The traditional number is 70 per cent. In other words, if your household income immediately before retirement was $100,000, you are supposed to need annual income of $70,000 after you retire to maintain the same standard of living that you enjoyed while working.

Historically, this number was used in the calculation of private pension plans. More recently, it's come under attack by critics who believe it overstates how much most Canadians will need to enjoy retirement. The critics suggest that using the 70-per-cent number is a scare tactic on the part of the financial industry designed to panic Canadians into saving more than they need to, enriching the industry in the process.

Among the most prominent critics of the 70-per-cent number is Malcolm Hamilton, consulting actuary with Mercer, who maintains that many low and middle-income Canadians are so fixated on saving earlier in life that they are unnecessarily depriving themselves of enjoyment.

The 50-per-cent solution

Russell Investments Canada recently released a research study that calls the 70-per-cent number into question and suggests that for many Canadians a replacement ratio just above 50 per cent is adequate.

Delving into Statistics Canada data, Russell analyzed spending by the average household of persons aged 65 to 74 years old, breaking expenditures into three categories. First came essentials - things such as shelter, transportation and food. Next came lifestyle spending - discretionary expenditures on items such as travel, dining out, alcohol and tobacco. What was left (little or nothing for the average retired couple) went into estate savings for things such as charitable bequests or gifts to children.

Russell discovered that in 2007 the average retired household headed by someone 65 to 74 years old had annual expenses of about $30,000, or about $2,500 monthly. A typical household spent about $2,000 a month on essentials and $500 monthly on lifestyle items.

There are three things worth noting about these figures. First, expenditures by these senior households were less than half of the average after-tax income for Canadian couples of $73,500, suggesting that a 50-per-cent replacement rate may be adequate on average. Second, of the total expenditures of $30,000, over $18,000 came from government transfers, including the Canada Pension Plan and Old Age Security. And third, as people get older expenditures declined significantly. Spending on essentials falls a further 30 per cent by the time households hit the 80 to 84 age category.

A caution about averages

Before people reading this decide it's time to splurge with their retirement savings, let me suggest caution.

The biggest caveat relates to the risks of extrapolating from averages. The numbers probably don't apply to retirees in relatively expensive cities such as Montreal, Toronto, Calgary and Vancouver.

They also won't apply to higher income earners. In the Russell study, the top third of households aged 65 to 74 had average expenses of about $54,000. Of this they spent about $38,000 on essentials and approximately $16,000 on lifestyle expenditures.

The good news

Despite the relatively low incomes of senior households, talking to retirees yields good news. Russell's research shows that 90 per cent of retirees talk about enjoying life and experiencing happiness, freedom and relief. This compares with just over half of Canadians 10 years prior to retirement who expect to feel that way once retired.
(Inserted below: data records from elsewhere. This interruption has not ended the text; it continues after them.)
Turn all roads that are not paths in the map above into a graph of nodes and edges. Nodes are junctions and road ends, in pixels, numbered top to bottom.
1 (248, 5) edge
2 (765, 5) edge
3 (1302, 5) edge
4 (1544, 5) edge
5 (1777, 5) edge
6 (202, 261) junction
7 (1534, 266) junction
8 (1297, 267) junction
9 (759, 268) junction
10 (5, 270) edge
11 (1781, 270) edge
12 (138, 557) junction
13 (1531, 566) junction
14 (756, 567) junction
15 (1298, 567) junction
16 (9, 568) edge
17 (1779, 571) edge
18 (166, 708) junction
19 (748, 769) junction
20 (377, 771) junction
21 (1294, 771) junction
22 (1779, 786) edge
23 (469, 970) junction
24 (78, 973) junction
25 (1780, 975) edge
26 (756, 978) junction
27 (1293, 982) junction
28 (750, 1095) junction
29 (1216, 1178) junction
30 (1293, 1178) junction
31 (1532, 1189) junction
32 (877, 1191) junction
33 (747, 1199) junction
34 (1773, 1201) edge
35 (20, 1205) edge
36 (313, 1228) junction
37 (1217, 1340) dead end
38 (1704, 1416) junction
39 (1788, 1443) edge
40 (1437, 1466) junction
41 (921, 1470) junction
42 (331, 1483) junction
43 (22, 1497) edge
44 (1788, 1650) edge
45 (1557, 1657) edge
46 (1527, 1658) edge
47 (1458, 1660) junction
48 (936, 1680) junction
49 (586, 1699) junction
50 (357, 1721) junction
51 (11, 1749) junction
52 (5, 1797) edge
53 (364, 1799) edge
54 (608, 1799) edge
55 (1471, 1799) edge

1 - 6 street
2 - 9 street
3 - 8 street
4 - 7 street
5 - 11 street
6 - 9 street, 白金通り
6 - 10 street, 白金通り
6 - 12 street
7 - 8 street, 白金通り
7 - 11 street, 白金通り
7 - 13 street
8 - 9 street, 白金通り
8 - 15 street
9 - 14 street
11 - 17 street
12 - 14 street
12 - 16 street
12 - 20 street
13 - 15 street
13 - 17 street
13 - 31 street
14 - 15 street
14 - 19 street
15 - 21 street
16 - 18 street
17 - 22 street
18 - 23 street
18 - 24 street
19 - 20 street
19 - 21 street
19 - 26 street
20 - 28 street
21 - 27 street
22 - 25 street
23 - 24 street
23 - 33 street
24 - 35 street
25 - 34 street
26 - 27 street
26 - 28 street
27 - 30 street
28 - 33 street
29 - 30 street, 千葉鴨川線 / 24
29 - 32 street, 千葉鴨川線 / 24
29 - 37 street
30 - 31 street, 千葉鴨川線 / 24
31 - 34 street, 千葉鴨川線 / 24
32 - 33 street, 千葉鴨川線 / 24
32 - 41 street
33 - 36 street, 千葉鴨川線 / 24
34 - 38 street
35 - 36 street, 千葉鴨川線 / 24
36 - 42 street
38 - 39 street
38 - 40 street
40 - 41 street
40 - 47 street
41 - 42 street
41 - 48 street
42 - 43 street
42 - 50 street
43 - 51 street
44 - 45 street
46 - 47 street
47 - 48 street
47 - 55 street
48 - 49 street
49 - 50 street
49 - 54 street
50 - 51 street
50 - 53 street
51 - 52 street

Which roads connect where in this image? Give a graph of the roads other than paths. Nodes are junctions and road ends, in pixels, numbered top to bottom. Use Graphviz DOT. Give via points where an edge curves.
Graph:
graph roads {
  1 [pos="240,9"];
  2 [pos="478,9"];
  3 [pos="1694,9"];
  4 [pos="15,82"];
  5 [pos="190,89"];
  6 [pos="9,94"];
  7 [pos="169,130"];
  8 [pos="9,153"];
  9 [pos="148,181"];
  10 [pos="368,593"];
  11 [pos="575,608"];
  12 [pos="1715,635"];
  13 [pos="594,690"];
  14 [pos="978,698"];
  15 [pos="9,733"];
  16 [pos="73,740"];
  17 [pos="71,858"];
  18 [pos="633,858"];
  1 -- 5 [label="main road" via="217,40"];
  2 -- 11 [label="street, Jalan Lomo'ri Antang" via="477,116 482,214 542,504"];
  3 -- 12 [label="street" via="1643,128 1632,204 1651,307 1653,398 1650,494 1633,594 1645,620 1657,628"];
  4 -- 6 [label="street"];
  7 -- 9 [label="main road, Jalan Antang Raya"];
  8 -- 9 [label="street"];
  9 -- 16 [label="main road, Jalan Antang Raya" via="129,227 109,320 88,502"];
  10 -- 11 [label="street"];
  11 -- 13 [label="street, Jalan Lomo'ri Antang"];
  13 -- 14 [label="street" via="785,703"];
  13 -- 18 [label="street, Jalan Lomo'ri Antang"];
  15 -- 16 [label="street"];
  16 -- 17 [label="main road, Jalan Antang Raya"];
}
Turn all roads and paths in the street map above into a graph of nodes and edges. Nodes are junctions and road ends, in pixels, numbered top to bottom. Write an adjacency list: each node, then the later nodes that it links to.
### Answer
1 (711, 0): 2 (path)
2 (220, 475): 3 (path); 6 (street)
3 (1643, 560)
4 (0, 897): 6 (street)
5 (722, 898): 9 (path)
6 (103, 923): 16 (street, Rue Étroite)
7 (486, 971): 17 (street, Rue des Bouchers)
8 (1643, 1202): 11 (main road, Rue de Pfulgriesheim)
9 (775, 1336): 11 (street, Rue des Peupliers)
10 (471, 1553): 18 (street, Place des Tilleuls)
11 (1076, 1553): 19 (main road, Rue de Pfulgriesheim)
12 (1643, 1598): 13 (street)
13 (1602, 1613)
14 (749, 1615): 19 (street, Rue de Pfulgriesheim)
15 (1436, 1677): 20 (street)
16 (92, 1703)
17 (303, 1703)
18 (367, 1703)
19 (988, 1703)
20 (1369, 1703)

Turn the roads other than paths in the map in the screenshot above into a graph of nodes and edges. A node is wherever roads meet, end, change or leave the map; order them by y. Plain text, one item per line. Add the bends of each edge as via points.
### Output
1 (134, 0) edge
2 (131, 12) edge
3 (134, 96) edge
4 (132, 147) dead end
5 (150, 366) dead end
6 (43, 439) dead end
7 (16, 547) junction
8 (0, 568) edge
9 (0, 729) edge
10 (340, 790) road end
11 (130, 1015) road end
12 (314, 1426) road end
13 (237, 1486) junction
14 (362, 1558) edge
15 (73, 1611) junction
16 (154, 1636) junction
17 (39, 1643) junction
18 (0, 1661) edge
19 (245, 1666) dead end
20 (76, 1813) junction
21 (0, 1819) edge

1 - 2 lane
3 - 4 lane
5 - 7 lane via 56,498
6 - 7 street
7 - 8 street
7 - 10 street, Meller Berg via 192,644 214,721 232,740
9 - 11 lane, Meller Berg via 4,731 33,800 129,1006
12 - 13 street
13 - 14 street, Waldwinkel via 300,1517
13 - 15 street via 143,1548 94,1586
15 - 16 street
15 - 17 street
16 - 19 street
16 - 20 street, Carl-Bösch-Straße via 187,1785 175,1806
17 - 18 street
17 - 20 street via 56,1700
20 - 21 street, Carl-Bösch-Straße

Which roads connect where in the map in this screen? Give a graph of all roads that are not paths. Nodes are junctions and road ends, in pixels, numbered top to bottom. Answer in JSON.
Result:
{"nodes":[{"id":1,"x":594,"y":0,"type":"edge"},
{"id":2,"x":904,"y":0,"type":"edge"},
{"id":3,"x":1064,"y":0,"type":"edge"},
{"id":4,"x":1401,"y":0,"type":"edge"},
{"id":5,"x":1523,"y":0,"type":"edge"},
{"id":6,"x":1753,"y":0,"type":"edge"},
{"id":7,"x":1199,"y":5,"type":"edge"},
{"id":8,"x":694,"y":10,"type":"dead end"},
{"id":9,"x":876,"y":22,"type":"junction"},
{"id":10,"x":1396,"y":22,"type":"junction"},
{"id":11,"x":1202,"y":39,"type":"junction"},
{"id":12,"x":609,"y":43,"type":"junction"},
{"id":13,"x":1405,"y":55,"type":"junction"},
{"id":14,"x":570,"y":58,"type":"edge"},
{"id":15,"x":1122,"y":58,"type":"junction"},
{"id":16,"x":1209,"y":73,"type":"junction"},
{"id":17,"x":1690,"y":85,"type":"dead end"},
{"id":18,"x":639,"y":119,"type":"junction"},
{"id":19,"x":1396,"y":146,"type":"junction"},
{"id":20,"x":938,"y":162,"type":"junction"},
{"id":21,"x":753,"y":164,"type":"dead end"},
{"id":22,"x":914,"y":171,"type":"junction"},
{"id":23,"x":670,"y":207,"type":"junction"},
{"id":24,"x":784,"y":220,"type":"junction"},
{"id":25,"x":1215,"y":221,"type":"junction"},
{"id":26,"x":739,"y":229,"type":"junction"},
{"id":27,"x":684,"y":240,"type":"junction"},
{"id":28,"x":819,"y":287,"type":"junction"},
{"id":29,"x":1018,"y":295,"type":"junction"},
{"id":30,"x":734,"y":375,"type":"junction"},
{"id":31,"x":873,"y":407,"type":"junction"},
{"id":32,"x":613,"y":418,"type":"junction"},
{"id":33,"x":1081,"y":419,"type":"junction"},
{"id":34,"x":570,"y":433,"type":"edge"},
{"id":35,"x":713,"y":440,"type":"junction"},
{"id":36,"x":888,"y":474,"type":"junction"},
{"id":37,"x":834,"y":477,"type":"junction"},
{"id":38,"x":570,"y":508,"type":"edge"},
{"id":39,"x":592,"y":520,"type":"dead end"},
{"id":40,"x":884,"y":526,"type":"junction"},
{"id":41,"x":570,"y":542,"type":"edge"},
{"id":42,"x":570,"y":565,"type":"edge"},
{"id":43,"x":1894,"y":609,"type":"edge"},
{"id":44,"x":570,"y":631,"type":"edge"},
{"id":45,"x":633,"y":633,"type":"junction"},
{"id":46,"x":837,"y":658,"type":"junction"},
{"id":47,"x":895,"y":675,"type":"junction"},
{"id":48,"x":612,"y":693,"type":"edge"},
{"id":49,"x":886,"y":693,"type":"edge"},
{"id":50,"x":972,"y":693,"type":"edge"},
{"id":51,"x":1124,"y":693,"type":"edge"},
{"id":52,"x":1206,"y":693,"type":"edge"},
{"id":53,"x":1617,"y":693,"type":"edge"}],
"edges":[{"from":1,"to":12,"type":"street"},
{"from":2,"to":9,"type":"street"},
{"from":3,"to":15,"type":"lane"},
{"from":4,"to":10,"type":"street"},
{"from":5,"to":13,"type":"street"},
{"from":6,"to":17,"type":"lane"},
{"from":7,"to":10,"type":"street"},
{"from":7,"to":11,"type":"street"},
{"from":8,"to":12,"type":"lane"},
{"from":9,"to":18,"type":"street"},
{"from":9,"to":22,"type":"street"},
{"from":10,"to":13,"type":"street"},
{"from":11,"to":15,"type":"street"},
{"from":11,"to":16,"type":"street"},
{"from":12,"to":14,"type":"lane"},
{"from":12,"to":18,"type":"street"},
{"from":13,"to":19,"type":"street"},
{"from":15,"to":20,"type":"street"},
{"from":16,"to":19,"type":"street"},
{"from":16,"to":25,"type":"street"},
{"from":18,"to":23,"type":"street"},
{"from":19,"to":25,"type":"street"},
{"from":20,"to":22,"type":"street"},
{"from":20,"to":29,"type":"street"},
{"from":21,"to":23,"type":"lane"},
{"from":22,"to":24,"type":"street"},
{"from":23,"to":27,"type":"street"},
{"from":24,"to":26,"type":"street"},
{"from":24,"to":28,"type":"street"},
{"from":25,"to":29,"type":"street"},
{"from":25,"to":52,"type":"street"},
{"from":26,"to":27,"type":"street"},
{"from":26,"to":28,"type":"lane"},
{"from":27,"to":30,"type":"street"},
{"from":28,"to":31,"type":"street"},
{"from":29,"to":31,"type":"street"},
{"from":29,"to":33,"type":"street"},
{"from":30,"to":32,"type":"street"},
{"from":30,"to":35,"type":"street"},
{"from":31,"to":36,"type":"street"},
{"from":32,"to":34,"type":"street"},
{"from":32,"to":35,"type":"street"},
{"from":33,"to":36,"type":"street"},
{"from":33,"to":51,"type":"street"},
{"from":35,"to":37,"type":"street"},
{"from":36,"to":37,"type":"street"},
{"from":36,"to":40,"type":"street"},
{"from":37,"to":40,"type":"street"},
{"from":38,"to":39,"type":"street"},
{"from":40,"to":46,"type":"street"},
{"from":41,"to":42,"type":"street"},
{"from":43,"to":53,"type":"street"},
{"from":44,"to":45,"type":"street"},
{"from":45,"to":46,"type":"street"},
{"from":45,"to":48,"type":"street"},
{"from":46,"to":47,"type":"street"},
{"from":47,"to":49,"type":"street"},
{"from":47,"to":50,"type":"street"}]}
Surveys of seniors overwhelmingly suggest that higher incomes don't drive satisfaction in retirement. That said, there is a minimum threshold of income required to enjoy retirement. The economic and market downturn of the past two years has changed views on many issues. A survey by Russell conducted late last year suggested that almost 40 per cent of Canadians have lost confidence that they will have what they need in retirement - although the facts suggest these fears may be overstated.

For many, the first step to rebuilding confidence about the ability to fund an enjoyable retirement is developing a firm understanding of likely costs. And for Canadians looking to do that, the Statistics Canada data on retirement costs and the Russell framework dividing retirement expenses into essentials, lifestyle and estate categories are a good place to begin.